The iconic brands proceed to mass blast the plain, simple content to millions of human beings.
What is the result?
You, me, everybody and their brother knows Forbes, Entrepreneur and Business Insider.
Beware the Sleeping Mind
Critical bloggers skewer these sites as add low-quality noise to the web. But that is what the sleeping mind does; it condemns versus learning that the object of criticism reflects some nugget of success, some truth bomb, some freedom multiplier that the critic would rather not see.
For example, rather than agree with the critics about the content mill nature, short-form, plain, bland content blasted to a massive group of people I thought to myself:
“How can I seize some elements of their successful strategy and use them for Blogging From Paradise?”
I cannot replicate their success strategy now because I own no company nor tens of millions in marketing and promotion dollars within my blogging budget.
However, I can execute a modest promotional blast by:
- promoting 25-50 or more Blogging From Paradise posts daily to Twitter (Twitter permits 1000 daily updates)
- promoting 5-10 blog posts on my Facebook Page
- promoting 5-10 blog posts on my Facebook profile
- promoting 5-10 blog posts on my LinkedIn profile
- guest blogging
- commenting genuinely on blogs
If you cannot beat 'em, stop criticizing 'em and partially join 'em. Or study the success secrets revealed by objects of your criticism to appreciate elements of their strategy and to use some of their tactics at your current day level of scale.
I can't blast 100 plus posts to 50,000,000 people across a wide range of marketing channels now.
But I can guest blog for Don and his successful community, comment genuinely on blogs from my niche and network on Twitter as I promote my blog posts aggressively on a daily basis.
However, just because I appreciate the scale of big name brands does not mean I agree with publishing thin blog posts of generally rehashed information.

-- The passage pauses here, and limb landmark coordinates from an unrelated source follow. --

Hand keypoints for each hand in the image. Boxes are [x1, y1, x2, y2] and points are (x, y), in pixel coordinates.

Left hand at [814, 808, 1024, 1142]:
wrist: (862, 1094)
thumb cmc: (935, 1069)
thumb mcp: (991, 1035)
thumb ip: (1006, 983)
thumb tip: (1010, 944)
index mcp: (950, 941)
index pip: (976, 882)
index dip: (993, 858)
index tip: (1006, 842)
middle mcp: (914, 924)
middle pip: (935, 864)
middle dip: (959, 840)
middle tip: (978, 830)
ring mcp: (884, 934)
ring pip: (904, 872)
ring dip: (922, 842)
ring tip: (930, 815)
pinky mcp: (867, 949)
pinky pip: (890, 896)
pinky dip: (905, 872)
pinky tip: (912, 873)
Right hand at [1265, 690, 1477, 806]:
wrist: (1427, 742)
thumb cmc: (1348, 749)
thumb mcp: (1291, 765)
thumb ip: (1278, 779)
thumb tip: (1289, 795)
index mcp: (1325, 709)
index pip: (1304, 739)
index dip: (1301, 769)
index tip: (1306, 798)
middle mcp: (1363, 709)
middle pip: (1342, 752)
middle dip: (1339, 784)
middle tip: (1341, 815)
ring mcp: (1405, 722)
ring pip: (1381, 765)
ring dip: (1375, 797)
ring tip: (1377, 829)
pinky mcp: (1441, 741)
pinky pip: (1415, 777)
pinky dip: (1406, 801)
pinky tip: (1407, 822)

I applaud their success but do not believe an individual blogger should publish thin, average-level, plain content to blast mercilessly.

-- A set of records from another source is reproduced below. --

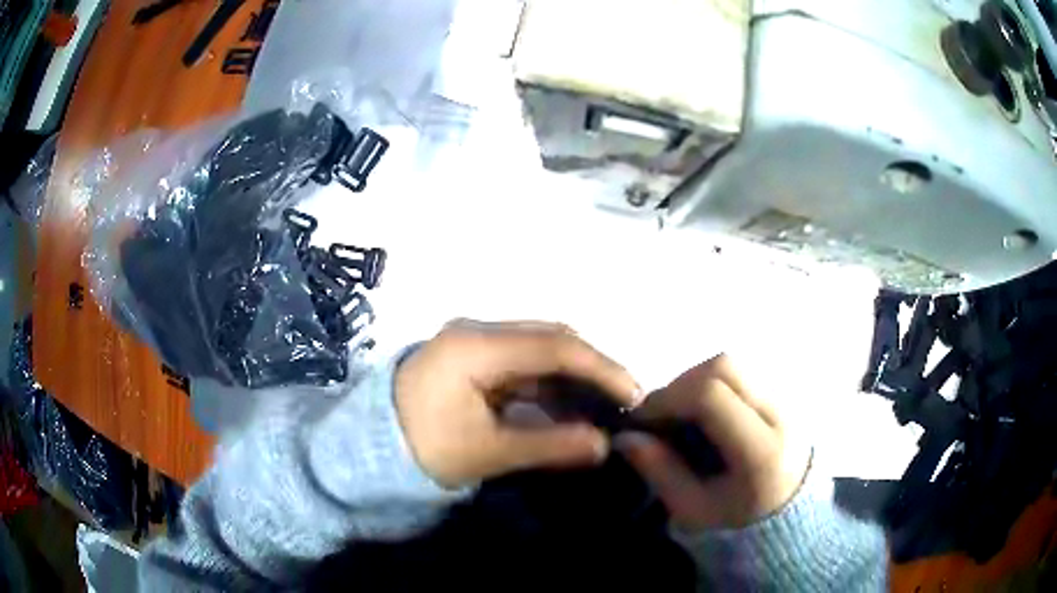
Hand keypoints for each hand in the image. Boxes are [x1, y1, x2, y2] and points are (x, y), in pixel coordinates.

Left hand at [395, 320, 639, 488]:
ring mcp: (473, 340)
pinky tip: (566, 406)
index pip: (555, 346)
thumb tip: (605, 445)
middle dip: (591, 369)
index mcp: (475, 347)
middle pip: (550, 338)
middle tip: (621, 404)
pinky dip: (549, 381)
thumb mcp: (487, 452)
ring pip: (539, 348)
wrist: (369, 449)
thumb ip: (549, 445)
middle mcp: (476, 330)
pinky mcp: (472, 355)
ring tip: (599, 409)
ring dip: (571, 375)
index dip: (602, 369)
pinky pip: (522, 360)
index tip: (635, 396)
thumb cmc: (422, 450)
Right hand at [615, 354, 809, 531]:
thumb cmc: (738, 521)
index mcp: (761, 450)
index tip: (642, 419)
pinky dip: (713, 385)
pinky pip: (742, 374)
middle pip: (725, 366)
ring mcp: (786, 400)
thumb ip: (660, 471)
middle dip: (682, 382)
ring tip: (682, 414)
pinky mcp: (782, 395)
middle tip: (661, 413)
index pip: (712, 395)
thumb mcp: (693, 509)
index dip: (669, 398)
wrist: (788, 518)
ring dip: (697, 381)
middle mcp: (780, 414)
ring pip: (733, 364)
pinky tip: (704, 415)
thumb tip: (627, 436)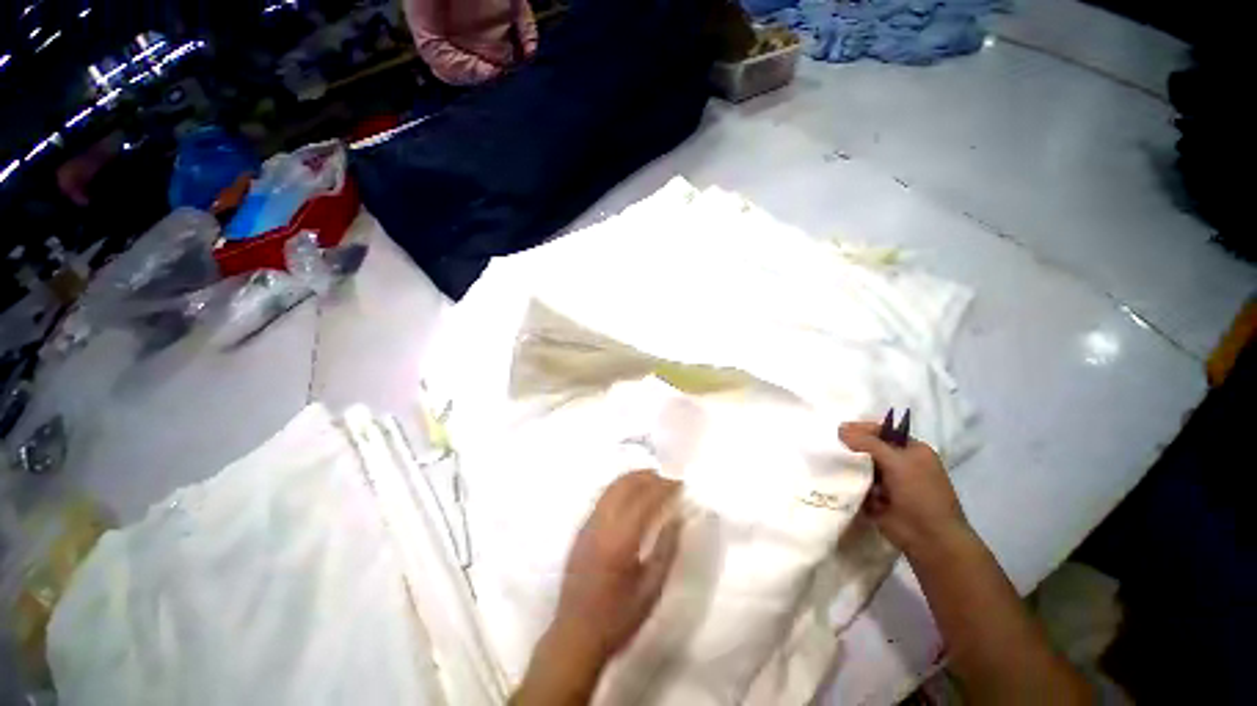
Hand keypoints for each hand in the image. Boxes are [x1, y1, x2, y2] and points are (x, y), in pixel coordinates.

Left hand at [552, 470, 682, 660]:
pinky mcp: (581, 529)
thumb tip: (677, 517)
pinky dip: (620, 488)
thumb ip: (666, 548)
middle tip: (667, 479)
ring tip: (653, 481)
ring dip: (633, 479)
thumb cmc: (618, 617)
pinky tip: (632, 496)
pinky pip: (603, 497)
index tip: (680, 484)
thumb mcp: (651, 588)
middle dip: (648, 476)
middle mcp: (601, 524)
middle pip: (625, 484)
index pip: (645, 498)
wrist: (575, 635)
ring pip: (612, 487)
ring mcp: (588, 524)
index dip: (664, 487)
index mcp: (620, 539)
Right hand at [839, 422, 968, 558]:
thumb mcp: (896, 461)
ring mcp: (890, 482)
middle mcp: (902, 463)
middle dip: (852, 446)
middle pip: (871, 448)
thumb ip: (868, 443)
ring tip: (828, 460)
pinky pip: (859, 484)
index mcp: (913, 450)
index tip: (839, 430)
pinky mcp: (878, 498)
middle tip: (830, 444)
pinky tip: (834, 477)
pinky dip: (849, 481)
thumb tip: (840, 430)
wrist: (929, 538)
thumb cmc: (920, 494)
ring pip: (863, 466)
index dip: (862, 429)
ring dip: (849, 464)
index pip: (883, 431)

Individual bloggers usually do best by:
- blogging in their authentic voice
- adding personal stories to posts to stand out from the crowd
- publishing long-form content spanning 1000 to 1500 words most of the time
Stay true to your values. Be clear on your direction. Simply because you seize and use a few keys for success from someone or some business you formerly criticized does not mean you will try out or use every key on their rung.
Appreciate Versus Criticizing
Everyone or every entity you criticize contains some seed for appreciating.
Train your mind to cultivate that seed through the practice of expressing gratitude.
I feel deeply grateful that these big name brands gave me the clarity to promote the living stuffing out of my blog posts across multiple channels online for a growing tribe. Each iconic company taught me to think big versus thinking small.
Thinking little proved to be one of my biggest blogging and business problems.
Thinking big helped me quite a bit.
Unless I appreciated the hustle of each iconic business brand I'd still be stuck complaining about them and struggling by not seeing the keys to success that each offered me.
I recall a relatively well known self-help coach and businessman who professed to despising Tony Robbins until he owned his jealousy of the Why Guy's stunning success. But that was only step #1 in the process. Owning jealously only admits why you appeared to hate the guy.
The next step is to discern what that guy does well. In Tony's case, his passionate energy and epic level of scale may be 2 success keys for the former hater to admire, study, learn and use for his business coaching success.
Turn your abject criticism into appreciation.
Train your mind to see the keys to success instead of what you dislike about an individual.
Critic Nudged Me Toward Success
I remember one of the first commentors on my blog.
She loved my first few eBooks and really enjoyed my first few blog posts.
But she changed her tone after reading my proceeding blog posts.
She complained about the post quality, clarity and overall delivery and abruptly stopped following my blog.
My tribe loved the posts; I loved writing the posts and felt clear on this content.
Initially, I criticized her criticism until appreciating her and the key to success she revealed to me: she did not fearing sharing her genuine thoughts in a public setting.
I followed her lead to create even more genuine blog posts and eBooks.
I should look her up online and thank her for putting me on a more successful path!
Tough not to get defensive when we're criticized, but like you said, it can be helpful to consider whether or not it is justified and see if we can learn anything from it. Someone is always going to have something negative to say if a post gets enough traction unfortunately, so pro bloggers also have to grow a thick skin, but still consider if there is a kernel of truth that could help improve things.
Building thick skin helps a bunch, as does seeing those little bits of truth that may be evident.